Just in time to see her crash to the floor.
Just in time to hear everyone within earshot
start snickering when Dylan shouts out,
“Whoa … Grace …
You are such a Stein.”
Such a What?!
I stagger back,
feeling like a rifle blast
has just torn my chest to shreds.
He couldn’t have said
what I think he said,
could he?
But the answer slaps me hard
across the face:
He said it, all right.
And he didn’t even see me
when I came around the corner.
So he couldn’t have only been saying it
to get to me.
He was just saying it.
Like it was the most natural thing
in the world to say.
Like it was something
people say all the time.
Which means—
Oh, God!
They probably do say it
all the time!
No …
No …
No …
No …
No …
No …
No …
No !!!
I’ve Got to Get Away from Here
Got to be alone …
but where?
I stumble down the hall,
find the bathroom door,
shove it open quick,
rush into a stall,
lock the door behind me,
lean against the wall,
and let the tears
fall.
I’m Waiting for Sophie After School
Right here by the goalpost, like I always do.

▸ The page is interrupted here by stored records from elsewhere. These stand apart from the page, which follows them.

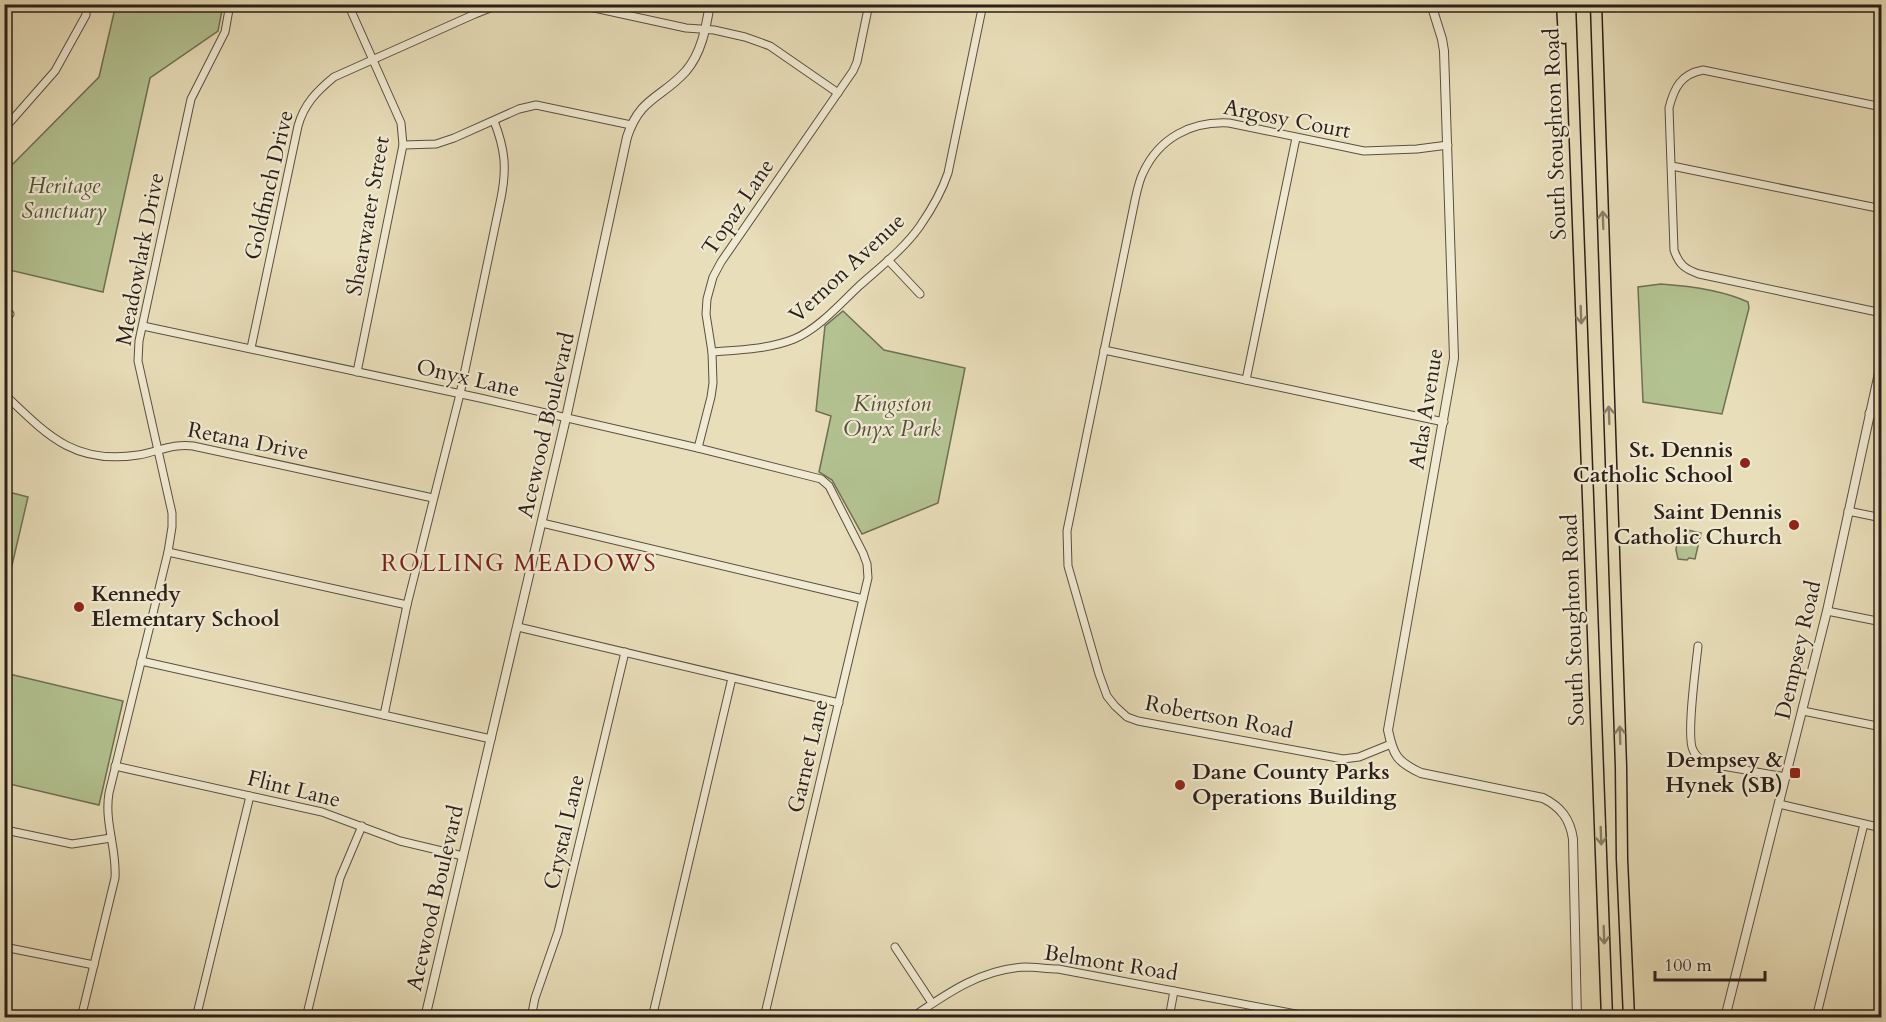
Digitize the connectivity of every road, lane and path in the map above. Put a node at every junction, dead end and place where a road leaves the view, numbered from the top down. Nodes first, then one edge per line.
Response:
1 (86, 4) edge
2 (230, 4) edge
3 (348, 4) edge
4 (500, 4) edge
5 (576, 4) edge
6 (710, 4) edge
7 (869, 4) edge
8 (983, 4) edge
9 (1431, 4) edge
10 (1562, 4) edge
11 (1570, 4) edge
12 (1596, 4) edge
13 (1604, 4) edge
14 (705, 30) junction
15 (374, 59) junction
16 (838, 93) junction
17 (1599, 94) junction
18 (1881, 107) edge
19 (494, 121) junction
20 (631, 125) junction
21 (4, 129) edge
22 (1296, 138) junction
23 (403, 145) junction
24 (1448, 145) junction
25 (1672, 166) junction
26 (1881, 209) edge
27 (1579, 257) junction
28 (888, 260) junction
29 (920, 294) dead end
30 (1881, 313) edge
31 (143, 326) junction
32 (251, 348) junction
33 (1104, 350) junction
34 (712, 352) junction
35 (1881, 359) edge
36 (357, 372) junction
37 (1246, 380) junction
38 (5, 394) edge
39 (460, 394) junction
40 (1869, 413) junction
41 (1881, 416) edge
42 (566, 418) junction
43 (1444, 422) junction
44 (698, 448) junction
45 (159, 451) junction
46 (433, 498) junction
47 (841, 506) joint
48 (1848, 511) junction
49 (1881, 518) edge
50 (542, 523) junction
51 (168, 552) junction
52 (863, 598) junction
53 (407, 605) junction
54 (1827, 610) junction
55 (1881, 622) edge
56 (518, 627) junction
57 (1698, 646) dead end
58 (625, 652) junction
59 (141, 661) junction
60 (732, 678) junction
61 (839, 703) junction
62 (1803, 711) junction
63 (384, 715) junction
64 (1881, 727) edge
65 (491, 739) junction
66 (1391, 744) junction
67 (115, 766) junction
68 (1786, 777) junction
69 (1621, 794) junction
70 (249, 795) junction
71 (1599, 795) junction
72 (1779, 804) junction
73 (1864, 824) junction
74 (362, 826) junction
75 (1881, 828) edge
76 (10, 831) dead end
77 (111, 838) junction
78 (463, 855) junction
79 (4, 947) edge
80 (895, 947) dead end
81 (94, 965) junction
82 (1174, 991) junction
83 (932, 1003) junction
84 (531, 1016) edge
85 (81, 1017) edge
86 (196, 1017) edge
87 (306, 1017) edge
88 (425, 1017) edge
89 (544, 1017) edge
90 (652, 1017) edge
91 (765, 1017) edge
92 (911, 1017) edge
93 (1169, 1017) edge
94 (1317, 1017) edge
95 (1577, 1017) edge
96 (1607, 1017) edge
97 (1630, 1017) edge
98 (1725, 1017) edge
99 (1816, 1017) edge

1 - 21 street
2 - 31 street, Meadowlark Drive
3 - 15 street, Shearwater Street
4 - 15 street, Goldfinch Drive
5 - 14 street
6 - 14 street, Acewood Boulevard
7 - 16 street, Topaz Lane
8 - 28 street, Vernon Avenue
9 - 24 street, Atlas Avenue
10 - 27 main road
11 - 27 main road, South Stoughton Road
12 - 17 main road, South Stoughton Road
13 - 17 main road
14 - 16 street
14 - 20 street, Acewood Boulevard
15 - 23 street, Shearwater Street
15 - 32 street, Goldfinch Drive
16 - 34 street, Topaz Lane
69 -> 17 main road, South Stoughton Road
18 - 25 street
19 - 20 street
19 - 23 street
19 - 39 street
20 - 42 street, Acewood Boulevard
22 - 24 street, Argosy Court
22 - 33 street, Argosy Court
22 - 37 street
23 - 36 street, Shearwater Street
24 - 43 street, Atlas Avenue
25 - 26 street
25 - 30 street
27 -> 71 main road, South Stoughton Road
28 - 29 street
28 - 34 street, Vernon Avenue
31 - 32 street, Onyx Lane
31 - 45 street, Meadowlark Drive
32 - 36 street, Onyx Lane
33 - 37 street
33 - 66 street, Robertson Road
34 - 44 street, Topaz Lane
35 - 40 street, Dempsey Road
36 - 39 street, Onyx Lane
37 - 43 street
38 - 45 street, Retana Drive
39 - 42 street, Onyx Lane
39 - 46 street
40 - 41 street
40 - 48 street, Dempsey Road
42 - 44 street, Onyx Lane
42 - 50 street, Acewood Boulevard
43 - 66 street, Atlas Avenue
44 - 47 street, Onyx Lane
45 - 46 street, Retana Drive
45 - 51 street, Meadowlark Drive
46 - 53 street
47 - 52 street, Garnet Lane
48 - 49 street
48 - 54 street, Dempsey Road
50 - 52 street
50 - 56 street, Acewood Boulevard
51 - 53 street
51 - 59 street, Meadowlark Drive
52 - 61 street, Garnet Lane
53 - 63 street
54 - 55 street
54 - 62 street, Dempsey Road
56 - 58 street
56 - 65 street, Acewood Boulevard
57 - 68 street
58 - 60 street
58 - 84 street, Crystal Lane
59 - 63 street
59 - 67 street, Meadowlark Drive
60 - 61 street
60 - 90 street
61 - 91 street, Garnet Lane
62 - 64 street
62 - 68 street, Dempsey Road
63 - 65 street
65 - 78 street, Acewood Boulevard
66 - 95 street
67 - 70 street, Flint Lane
67 - 77 street, Meadowlark Drive
68 - 72 street, Dempsey Road
69 - 71 main road
69 - 97 main road, South Stoughton Road
70 - 74 street, Flint Lane
70 - 86 street
71 -> 96 main road, South Stoughton Road
72 - 73 street
72 - 98 street, Dempsey Road
73 - 75 street
73 - 99 street
74 - 78 street, Flint Lane
74 - 87 street
76 - 77 street
77 - 81 street, Meadowlark Drive
78 - 88 street, Acewood Boulevard
79 - 81 street
80 - 83 street
81 - 85 street, Meadowlark Drive
82 - 83 street, Belmont Road
82 - 93 street
82 - 94 street, Belmont Road
83 - 92 street, Belmont Road
84 - 89 street

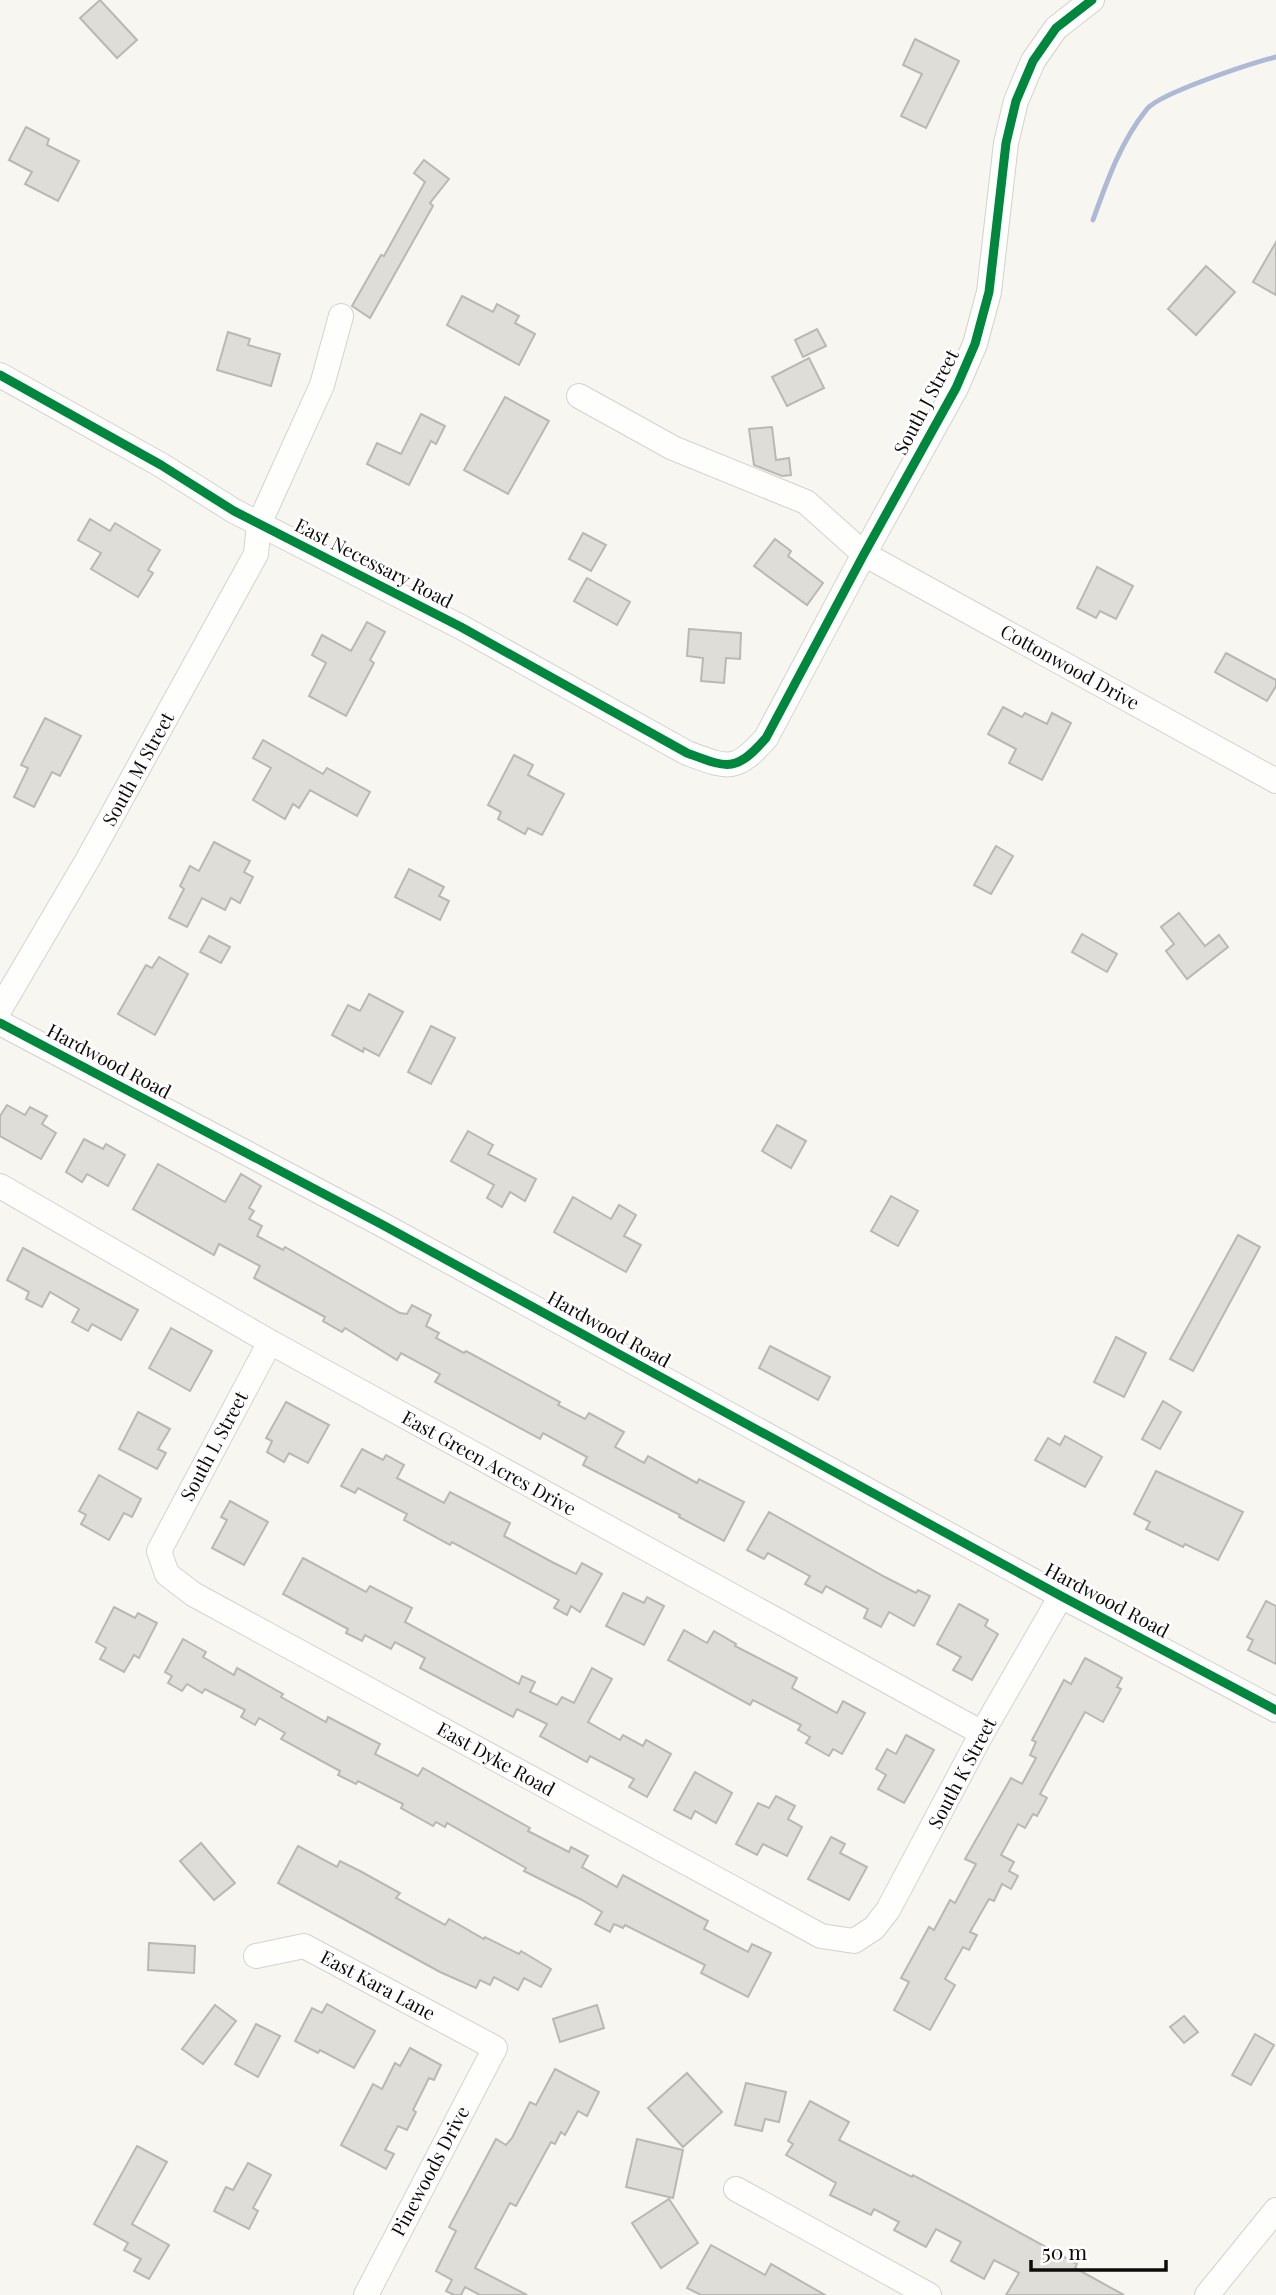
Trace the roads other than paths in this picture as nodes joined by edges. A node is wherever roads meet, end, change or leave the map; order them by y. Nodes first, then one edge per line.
1 (1092, 0) edge
2 (341, 316) dead end
3 (0, 375) edge
4 (579, 396) dead end
5 (259, 524) junction
6 (863, 554) junction
7 (739, 763) joint
8 (1276, 781) edge
9 (0, 1009) edge
10 (0, 1023) edge
11 (0, 1186) edge
12 (270, 1342) junction
13 (159, 1551) joint
14 (1060, 1596) junction
15 (1276, 1710) edge
16 (982, 1733) junction
17 (854, 1941) joint
18 (256, 1956) dead end
19 (495, 2048) joint
20 (736, 2189) dead end
21 (1276, 2210) edge
22 (369, 2294) edge
23 (929, 2295) edge
24 (1207, 2295) edge

1 - 6 street, South J Street
2 - 5 street, South M Street
3 - 5 street, East Necessary Road
4 - 6 street, Cottonwood Drive
5 - 7 street, East Necessary Road
5 - 9 street, South M Street
6 - 7 street, South J Street
6 - 8 street, Cottonwood Drive
10 - 14 street, Hardwood Road
11 - 12 street, East Green Acres Drive
12 - 13 street, South L Street
12 - 16 street, East Green Acres Drive
13 - 17 street, East Dyke Road
14 - 15 street, Hardwood Road
14 - 16 street, South K Street
16 - 17 street, South K Street
18 - 19 street, East Kara Lane
19 - 22 street, Pinewoods Drive
20 - 23 street
21 - 24 street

But now that I’ve caught sight of her,
hurrying across the field to me
like a dream come true,
with such a big smile on her face
that I can even make it out from here,
now that I’ve seen
how carefree she looks,
how unsuspecting,
how totally clueless she is
about what I’m getting ready to do—
I suddenly realize
that there’s just no way
that I’ll be able
to do it.
And Before I Even Know What’s Happening
I’m running—
running as far away
and as fast away
from Sophie as I can get.
Sprinting past the bleachers,
cutting through the bushes,
racing down the sidewalk,
not looking back.
I’m running
from having to face her,
running from having to tell her,
running from having to say it out loud:
we’re going to have to break up.
But Just Thinking About Having to Do That
Makes me feel like a nuclear bomb
is whizzing straight toward me.
We have to break up, though.
We have to.
Because people have started treating Sophie
like they’ve always treated me.
And I wouldn’t wish that
on my worst enemy.
Well, actually, maybe I would wish that
on my worst enemy.
But I sure wouldn’t wish it
on Sophie.
When I Get Home
Mom takes one look at me,
then hurries over
and gives me a quick, fierce hug.
She tries to brush the hair off my forehead,
but I duck out of reach.
“Want me to make you some hot cocoa?” she says.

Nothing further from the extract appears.